Stored data entries:
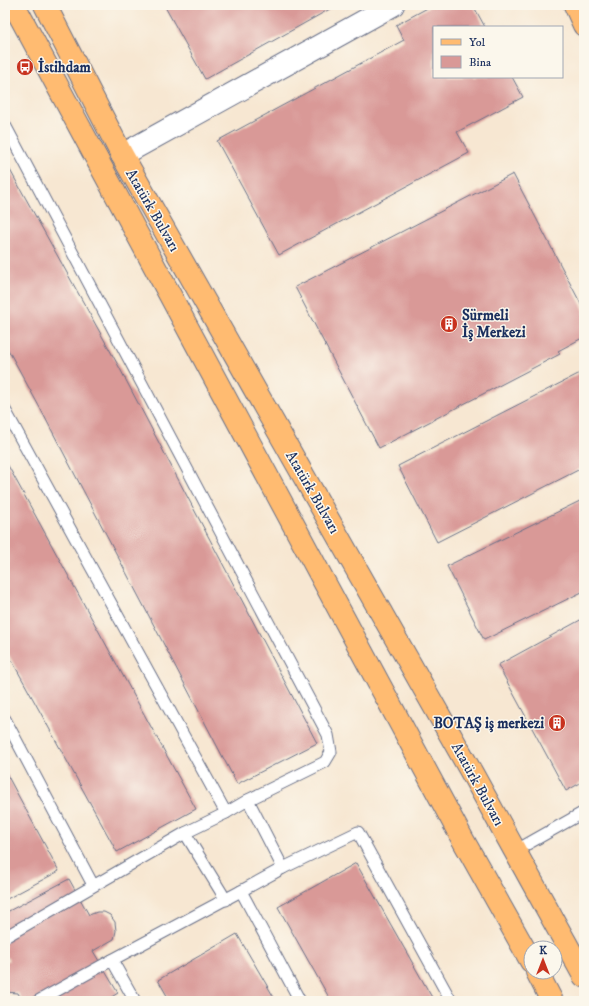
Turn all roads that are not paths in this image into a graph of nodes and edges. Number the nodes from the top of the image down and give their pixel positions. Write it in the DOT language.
graph roads {
  1 [pos="14,5"];
  2 [pos="45,5"];
  3 [pos="393,5"];
  4 [pos="575,5"];
  5 [pos="584,25"];
  6 [pos="5,125"];
  7 [pos="122,155"];
  8 [pos="5,410"];
  9 [pos="5,719"];
  10 [pos="248,800"];
  11 [pos="584,812"];
  12 [pos="226,813"];
  13 [pos="185,833"];
  14 [pos="515,851"];
  15 [pos="284,868"];
  16 [pos="93,885"];
  17 [pos="241,891"];
  18 [pos="226,900"];
  19 [pos="5,937"];
  20 [pos="523,947"];
  21 [pos="112,960"];
  22 [pos="584,976"];
  23 [pos="541,980"];
  24 [pos="38,1001"];
  25 [pos="135,1001"];
  26 [pos="300,1001"];
  27 [pos="452,1001"];
  28 [pos="552,1001"];
  1 -- 20 [label="main road, Atatürk Bulvarı"];
  2 -- 7 [label="main road, Atatürk Bulvarı"];
  3 -- 7 [label="street"];
  4 -- 5 [label="main road"];
  6 -- 10 [label="lane"];
  7 -- 14 [label="main road, Atatürk Bulvarı"];
  8 -- 12 [label="lane"];
  9 -- 16 [label="lane"];
  10 -- 12 [label="lane"];
  10 -- 15 [label="lane"];
  11 -- 14 [label="lane"];
  12 -- 13 [label="lane"];
  13 -- 16 [label="lane"];
  13 -- 18 [label="lane"];
  14 -- 22 [label="main road, Atatürk Bulvarı"];
  15 -- 17 [label="lane"];
  15 -- 27 [label="lane"];
  16 -- 19 [label="lane"];
  17 -- 18 [label="lane"];
  17 -- 26 [label="lane"];
  18 -- 21 [label="lane"];
  21 -- 24 [label="lane"];
  21 -- 25 [label="lane"];
  23 -- 28 [label="main road"];
}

DESCRIPTION OF THE TASK: The reply should contain all of the data above, word for word, with no pictures.

RESULT OF THE EXERCISE:
Turn all roads that are not paths in this image into a graph of nodes and edges. Number the nodes from the top of the image down and give their pixel positions. Write it in the DOT language.
graph roads {
  1 [pos="14,5"];
  2 [pos="45,5"];
  3 [pos="393,5"];
  4 [pos="575,5"];
  5 [pos="584,25"];
  6 [pos="5,125"];
  7 [pos="122,155"];
  8 [pos="5,410"];
  9 [pos="5,719"];
  10 [pos="248,800"];
  11 [pos="584,812"];
  12 [pos="226,813"];
  13 [pos="185,833"];
  14 [pos="515,851"];
  15 [pos="284,868"];
  16 [pos="93,885"];
  17 [pos="241,891"];
  18 [pos="226,900"];
  19 [pos="5,937"];
  20 [pos="523,947"];
  21 [pos="112,960"];
  22 [pos="584,976"];
  23 [pos="541,980"];
  24 [pos="38,1001"];
  25 [pos="135,1001"];
  26 [pos="300,1001"];
  27 [pos="452,1001"];
  28 [pos="552,1001"];
  1 -- 20 [label="main road, Atatürk Bulvarı"];
  2 -- 7 [label="main road, Atatürk Bulvarı"];
  3 -- 7 [label="street"];
  4 -- 5 [label="main road"];
  6 -- 10 [label="lane"];
  7 -- 14 [label="main road, Atatürk Bulvarı"];
  8 -- 12 [label="lane"];
  9 -- 16 [label="lane"];
  10 -- 12 [label="lane"];
  10 -- 15 [label="lane"];
  11 -- 14 [label="lane"];
  12 -- 13 [label="lane"];
  13 -- 16 [label="lane"];
  13 -- 18 [label="lane"];
  14 -- 22 [label="main road, Atatürk Bulvarı"];
  15 -- 17 [label="lane"];
  15 -- 27 [label="lane"];
  16 -- 19 [label="lane"];
  17 -- 18 [label="lane"];
  17 -- 26 [label="lane"];
  18 -- 21 [label="lane"];
  21 -- 24 [label="lane"];
  21 -- 25 [label="lane"];
  23 -- 28 [label="main road"];
}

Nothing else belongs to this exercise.